YOUR ASSIGNMENT
The response should contain only those lines of the entries below that include the string "dead".

INPUT DATA
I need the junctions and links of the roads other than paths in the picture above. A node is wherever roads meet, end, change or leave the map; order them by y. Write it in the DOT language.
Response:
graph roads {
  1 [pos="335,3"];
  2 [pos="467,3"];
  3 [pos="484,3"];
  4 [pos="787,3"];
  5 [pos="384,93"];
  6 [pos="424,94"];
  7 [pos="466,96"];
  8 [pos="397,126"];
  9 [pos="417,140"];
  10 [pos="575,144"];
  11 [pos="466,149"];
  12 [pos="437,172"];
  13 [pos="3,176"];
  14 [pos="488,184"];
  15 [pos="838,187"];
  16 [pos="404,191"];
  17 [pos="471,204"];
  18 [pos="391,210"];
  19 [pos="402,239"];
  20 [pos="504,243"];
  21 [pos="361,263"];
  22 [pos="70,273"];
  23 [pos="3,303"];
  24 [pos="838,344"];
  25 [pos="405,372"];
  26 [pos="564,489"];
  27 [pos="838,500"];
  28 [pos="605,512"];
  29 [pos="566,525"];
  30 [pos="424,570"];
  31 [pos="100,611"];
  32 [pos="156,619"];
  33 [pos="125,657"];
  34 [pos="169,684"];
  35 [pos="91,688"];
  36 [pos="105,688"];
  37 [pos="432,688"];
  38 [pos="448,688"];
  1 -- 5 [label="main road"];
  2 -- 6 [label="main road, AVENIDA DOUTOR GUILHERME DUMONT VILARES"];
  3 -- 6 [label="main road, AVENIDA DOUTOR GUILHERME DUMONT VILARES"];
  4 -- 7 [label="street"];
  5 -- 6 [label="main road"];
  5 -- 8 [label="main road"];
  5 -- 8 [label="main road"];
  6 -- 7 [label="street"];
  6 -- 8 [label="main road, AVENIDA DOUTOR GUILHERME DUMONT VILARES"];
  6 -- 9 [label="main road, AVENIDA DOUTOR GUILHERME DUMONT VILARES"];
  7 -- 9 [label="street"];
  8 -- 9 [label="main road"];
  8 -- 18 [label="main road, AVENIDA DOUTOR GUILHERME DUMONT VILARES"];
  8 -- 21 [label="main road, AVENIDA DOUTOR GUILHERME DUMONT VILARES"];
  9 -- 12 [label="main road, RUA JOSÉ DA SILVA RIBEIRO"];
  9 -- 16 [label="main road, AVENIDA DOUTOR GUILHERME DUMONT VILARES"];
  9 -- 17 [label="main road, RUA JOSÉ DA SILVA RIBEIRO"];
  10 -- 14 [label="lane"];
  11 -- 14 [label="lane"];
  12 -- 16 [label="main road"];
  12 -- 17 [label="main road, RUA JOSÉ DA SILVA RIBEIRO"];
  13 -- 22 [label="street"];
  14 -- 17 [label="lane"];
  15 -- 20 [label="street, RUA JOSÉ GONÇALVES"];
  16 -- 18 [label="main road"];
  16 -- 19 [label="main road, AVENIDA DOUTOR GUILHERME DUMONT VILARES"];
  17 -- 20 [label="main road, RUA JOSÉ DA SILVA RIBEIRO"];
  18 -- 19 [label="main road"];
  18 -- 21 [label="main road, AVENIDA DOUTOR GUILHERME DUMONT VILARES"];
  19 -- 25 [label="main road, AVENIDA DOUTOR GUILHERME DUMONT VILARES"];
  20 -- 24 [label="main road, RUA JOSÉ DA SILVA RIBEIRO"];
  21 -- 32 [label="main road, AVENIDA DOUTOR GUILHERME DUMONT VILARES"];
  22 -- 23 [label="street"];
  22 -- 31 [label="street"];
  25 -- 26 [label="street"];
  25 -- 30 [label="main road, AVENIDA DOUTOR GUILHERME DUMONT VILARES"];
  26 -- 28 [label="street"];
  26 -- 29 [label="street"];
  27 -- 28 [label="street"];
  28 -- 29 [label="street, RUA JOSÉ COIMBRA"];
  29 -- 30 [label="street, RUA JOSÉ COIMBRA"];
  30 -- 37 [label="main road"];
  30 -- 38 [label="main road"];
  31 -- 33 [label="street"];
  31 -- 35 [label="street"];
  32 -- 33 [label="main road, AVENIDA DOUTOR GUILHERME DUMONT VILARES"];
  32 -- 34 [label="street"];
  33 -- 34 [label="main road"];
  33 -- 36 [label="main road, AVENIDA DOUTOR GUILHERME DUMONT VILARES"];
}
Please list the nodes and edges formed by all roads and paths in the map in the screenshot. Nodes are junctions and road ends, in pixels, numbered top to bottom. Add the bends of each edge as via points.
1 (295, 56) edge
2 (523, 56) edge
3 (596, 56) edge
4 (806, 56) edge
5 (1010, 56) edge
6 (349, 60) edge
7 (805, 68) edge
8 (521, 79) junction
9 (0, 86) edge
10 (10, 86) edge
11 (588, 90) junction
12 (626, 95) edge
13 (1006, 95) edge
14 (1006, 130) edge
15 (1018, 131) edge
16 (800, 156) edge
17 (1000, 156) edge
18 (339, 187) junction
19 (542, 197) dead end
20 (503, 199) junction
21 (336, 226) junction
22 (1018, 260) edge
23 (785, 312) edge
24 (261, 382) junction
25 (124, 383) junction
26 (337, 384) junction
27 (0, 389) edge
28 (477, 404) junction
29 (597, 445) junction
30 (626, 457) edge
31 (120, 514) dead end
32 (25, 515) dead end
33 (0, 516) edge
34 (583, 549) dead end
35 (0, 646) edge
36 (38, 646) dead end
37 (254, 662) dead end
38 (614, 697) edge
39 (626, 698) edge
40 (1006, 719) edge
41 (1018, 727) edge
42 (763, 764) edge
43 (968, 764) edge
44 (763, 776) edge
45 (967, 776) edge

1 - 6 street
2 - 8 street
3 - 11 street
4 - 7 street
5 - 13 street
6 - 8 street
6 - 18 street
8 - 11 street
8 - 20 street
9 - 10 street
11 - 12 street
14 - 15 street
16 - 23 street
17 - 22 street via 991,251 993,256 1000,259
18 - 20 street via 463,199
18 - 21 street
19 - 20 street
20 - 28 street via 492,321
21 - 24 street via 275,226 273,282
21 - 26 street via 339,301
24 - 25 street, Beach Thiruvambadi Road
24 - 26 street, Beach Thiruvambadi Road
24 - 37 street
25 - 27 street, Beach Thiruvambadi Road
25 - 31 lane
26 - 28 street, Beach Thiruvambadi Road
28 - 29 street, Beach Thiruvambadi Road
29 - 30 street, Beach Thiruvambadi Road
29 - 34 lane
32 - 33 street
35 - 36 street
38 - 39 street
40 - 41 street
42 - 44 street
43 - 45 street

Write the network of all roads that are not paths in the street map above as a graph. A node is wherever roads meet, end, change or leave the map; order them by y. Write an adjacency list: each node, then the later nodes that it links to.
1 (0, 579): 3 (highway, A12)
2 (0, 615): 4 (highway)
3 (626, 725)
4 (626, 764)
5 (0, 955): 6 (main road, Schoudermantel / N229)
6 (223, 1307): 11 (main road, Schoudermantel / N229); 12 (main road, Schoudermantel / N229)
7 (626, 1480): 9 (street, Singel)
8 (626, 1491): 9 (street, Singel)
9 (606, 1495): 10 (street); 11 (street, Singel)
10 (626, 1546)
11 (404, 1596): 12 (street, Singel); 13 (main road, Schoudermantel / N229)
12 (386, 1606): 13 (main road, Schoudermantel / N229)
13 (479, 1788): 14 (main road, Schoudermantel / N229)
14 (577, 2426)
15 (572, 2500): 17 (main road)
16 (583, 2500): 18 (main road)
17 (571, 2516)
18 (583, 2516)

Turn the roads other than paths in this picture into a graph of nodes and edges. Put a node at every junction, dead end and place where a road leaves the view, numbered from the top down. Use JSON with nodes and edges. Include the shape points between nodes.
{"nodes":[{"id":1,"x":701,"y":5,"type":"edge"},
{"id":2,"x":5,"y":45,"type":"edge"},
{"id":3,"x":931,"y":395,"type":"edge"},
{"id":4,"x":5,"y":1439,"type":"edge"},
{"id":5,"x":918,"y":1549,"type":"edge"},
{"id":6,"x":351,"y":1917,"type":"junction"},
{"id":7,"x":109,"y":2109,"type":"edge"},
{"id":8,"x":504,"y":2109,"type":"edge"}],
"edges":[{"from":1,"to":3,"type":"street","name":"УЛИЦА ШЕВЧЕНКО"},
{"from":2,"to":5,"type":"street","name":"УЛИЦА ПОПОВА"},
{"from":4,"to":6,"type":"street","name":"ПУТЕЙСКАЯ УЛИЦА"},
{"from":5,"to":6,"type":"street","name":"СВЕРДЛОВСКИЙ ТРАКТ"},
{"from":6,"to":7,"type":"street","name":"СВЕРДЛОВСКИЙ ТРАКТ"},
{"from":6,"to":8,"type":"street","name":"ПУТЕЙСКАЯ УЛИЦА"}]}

WRITTEN ANSWER
19 (542, 197) dead end
31 (120, 514) dead end
32 (25, 515) dead end
34 (583, 549) dead end
36 (38, 646) dead end
37 (254, 662) dead end
Turn the roads other than paths in this picture into a graph of nodes and edges. Put a node at every junction, dead end and place where a road leaves the view, numbered from the top down. Use JSON with nodes and edges. Include the shape points between nodes.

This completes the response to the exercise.